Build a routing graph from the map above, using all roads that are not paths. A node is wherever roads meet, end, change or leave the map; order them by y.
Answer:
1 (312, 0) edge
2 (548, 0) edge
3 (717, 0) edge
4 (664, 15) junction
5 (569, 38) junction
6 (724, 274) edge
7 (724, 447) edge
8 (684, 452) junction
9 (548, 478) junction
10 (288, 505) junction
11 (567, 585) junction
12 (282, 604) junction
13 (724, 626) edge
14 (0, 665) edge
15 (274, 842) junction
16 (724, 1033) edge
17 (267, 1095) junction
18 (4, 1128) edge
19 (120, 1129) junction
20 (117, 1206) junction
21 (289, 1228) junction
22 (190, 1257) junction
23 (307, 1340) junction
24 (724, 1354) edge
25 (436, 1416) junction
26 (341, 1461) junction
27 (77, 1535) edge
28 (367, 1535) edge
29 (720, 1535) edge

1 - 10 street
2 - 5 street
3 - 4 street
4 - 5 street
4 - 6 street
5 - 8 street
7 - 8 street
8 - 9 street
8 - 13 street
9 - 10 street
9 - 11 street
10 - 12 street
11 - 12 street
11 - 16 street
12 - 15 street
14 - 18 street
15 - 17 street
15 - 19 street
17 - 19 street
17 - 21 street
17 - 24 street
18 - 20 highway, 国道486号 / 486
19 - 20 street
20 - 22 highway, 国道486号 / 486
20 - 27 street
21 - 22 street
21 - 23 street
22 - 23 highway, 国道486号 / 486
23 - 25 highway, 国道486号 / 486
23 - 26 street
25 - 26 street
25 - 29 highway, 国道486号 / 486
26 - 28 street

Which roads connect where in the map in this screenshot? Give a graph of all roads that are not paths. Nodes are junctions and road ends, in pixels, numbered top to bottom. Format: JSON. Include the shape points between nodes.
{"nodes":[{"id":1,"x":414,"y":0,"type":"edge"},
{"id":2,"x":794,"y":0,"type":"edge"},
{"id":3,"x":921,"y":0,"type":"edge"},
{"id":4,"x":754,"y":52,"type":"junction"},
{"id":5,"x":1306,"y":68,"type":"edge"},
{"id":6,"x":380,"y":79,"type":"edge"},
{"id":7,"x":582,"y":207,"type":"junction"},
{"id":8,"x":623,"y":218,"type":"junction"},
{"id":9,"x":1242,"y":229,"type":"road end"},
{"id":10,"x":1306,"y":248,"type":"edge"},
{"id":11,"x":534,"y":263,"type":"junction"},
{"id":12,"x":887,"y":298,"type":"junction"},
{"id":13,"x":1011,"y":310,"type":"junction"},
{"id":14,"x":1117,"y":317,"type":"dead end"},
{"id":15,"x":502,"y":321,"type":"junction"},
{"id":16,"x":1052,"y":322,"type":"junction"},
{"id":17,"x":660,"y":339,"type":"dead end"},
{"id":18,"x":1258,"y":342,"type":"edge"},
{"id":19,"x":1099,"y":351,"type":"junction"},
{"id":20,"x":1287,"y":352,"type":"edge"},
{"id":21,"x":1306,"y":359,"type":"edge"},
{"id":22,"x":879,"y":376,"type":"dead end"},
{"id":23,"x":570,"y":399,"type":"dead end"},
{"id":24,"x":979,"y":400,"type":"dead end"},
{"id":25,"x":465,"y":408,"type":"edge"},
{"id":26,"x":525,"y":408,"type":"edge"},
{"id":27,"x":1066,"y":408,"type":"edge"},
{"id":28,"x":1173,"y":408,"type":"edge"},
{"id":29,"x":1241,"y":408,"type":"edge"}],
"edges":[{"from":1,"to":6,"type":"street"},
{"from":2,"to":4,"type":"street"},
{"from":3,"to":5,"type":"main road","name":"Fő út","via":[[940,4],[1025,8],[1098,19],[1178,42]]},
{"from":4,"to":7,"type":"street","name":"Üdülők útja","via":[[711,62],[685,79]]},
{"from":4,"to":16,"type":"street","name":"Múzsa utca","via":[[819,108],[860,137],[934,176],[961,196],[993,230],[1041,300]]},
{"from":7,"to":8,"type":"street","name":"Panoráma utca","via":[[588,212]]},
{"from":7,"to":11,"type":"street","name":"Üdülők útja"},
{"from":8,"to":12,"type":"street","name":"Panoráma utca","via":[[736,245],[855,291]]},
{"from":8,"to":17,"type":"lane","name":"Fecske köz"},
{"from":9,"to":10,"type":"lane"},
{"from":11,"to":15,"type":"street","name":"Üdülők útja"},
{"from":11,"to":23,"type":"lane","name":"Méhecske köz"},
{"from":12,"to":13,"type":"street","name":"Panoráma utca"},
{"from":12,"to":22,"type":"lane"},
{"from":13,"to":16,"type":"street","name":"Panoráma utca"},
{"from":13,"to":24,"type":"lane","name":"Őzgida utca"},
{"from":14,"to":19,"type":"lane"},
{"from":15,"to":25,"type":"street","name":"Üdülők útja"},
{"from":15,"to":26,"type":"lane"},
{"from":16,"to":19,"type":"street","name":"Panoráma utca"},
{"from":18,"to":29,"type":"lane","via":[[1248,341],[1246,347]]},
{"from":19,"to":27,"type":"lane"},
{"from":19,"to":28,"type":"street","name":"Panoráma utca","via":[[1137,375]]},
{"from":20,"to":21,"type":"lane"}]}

Task brief: Which lines hold the word "nodes"? Copy each of them from the records.

Solution to the exercise:
Which roads connect where in the map in this screenshot? Give a graph of all roads that are not paths. Nodes are junctions and road ends, in pixels, numbered top to bottom. Format: JSON. Include the shape points between nodes.
{"nodes":[{"id":1,"x":414,"y":0,"type":"edge"},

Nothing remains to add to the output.